─── SUPPLIED MATERIAL

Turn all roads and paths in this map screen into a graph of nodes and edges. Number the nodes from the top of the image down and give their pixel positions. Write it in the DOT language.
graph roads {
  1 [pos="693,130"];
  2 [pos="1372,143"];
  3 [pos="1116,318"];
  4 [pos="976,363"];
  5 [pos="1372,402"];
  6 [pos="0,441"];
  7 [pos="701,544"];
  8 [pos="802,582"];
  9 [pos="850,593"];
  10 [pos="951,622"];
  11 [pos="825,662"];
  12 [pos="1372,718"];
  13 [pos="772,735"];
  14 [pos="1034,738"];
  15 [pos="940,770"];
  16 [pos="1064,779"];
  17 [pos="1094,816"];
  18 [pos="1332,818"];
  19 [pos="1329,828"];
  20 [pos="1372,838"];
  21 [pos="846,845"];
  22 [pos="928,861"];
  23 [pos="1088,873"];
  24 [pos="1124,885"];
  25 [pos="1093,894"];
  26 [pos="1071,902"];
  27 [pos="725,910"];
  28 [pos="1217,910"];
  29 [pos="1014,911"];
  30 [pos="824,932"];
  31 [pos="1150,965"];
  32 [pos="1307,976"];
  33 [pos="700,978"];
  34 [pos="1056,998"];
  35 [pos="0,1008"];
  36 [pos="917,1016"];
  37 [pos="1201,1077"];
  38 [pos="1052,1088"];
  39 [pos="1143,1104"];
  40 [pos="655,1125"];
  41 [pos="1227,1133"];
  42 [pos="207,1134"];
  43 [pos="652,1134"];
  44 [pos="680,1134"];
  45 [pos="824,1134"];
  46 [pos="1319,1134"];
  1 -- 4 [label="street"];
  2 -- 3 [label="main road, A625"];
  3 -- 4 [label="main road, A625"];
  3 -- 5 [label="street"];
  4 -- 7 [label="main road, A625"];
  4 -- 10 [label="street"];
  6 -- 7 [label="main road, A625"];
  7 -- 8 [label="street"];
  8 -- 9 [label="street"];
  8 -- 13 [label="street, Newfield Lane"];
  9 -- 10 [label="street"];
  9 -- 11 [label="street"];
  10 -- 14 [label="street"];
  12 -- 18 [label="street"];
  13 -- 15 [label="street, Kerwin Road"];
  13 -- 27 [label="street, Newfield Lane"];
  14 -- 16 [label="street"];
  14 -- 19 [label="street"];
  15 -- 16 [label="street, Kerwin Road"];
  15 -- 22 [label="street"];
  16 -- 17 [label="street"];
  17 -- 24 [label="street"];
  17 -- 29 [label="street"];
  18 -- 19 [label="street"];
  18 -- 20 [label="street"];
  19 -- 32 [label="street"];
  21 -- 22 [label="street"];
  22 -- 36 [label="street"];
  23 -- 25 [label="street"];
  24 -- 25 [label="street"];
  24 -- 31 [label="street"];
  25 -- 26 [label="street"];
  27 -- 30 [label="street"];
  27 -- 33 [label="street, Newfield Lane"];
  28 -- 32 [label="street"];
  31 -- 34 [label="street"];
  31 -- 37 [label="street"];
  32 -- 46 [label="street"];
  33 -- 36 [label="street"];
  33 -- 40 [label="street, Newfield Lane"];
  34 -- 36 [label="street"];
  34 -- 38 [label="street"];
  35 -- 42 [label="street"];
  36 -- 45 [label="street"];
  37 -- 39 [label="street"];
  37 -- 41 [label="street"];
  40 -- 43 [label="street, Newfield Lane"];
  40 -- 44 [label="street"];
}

──────
─── SUPPLIED MATERIAL

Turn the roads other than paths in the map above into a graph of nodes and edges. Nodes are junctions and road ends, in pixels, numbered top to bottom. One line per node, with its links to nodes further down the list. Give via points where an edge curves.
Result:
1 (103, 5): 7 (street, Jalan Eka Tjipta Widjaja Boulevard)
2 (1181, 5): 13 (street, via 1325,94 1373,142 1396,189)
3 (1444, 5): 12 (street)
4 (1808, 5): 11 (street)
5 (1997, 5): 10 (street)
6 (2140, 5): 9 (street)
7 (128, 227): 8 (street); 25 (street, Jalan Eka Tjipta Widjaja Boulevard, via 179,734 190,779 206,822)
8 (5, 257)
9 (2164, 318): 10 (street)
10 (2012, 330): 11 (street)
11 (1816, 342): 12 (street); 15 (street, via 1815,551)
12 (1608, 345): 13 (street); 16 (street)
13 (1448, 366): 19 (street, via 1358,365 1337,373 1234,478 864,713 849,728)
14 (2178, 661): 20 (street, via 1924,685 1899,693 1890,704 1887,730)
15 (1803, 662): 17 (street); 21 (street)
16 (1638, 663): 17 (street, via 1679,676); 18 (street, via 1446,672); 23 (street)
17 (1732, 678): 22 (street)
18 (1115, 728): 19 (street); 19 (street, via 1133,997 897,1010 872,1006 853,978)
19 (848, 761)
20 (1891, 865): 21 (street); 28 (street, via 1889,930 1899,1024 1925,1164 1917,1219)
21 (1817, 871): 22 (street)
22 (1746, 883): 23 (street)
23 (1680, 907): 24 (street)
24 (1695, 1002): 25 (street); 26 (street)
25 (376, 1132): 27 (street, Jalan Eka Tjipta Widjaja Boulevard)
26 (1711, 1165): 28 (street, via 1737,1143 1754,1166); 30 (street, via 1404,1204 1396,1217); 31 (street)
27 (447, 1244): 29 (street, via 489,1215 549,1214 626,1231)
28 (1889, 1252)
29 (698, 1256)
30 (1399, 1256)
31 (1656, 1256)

──────

● WORK TASK:
Each line of the records that contains the string "Lane" must be copied.

● RESPONSE FOR THIS EXERCISE:
  8 -- 13 [label="street, Newfield Lane"];
  13 -- 27 [label="street, Newfield Lane"];
  27 -- 33 [label="street, Newfield Lane"];
  33 -- 40 [label="street, Newfield Lane"];
  40 -- 43 [label="street, Newfield Lane"];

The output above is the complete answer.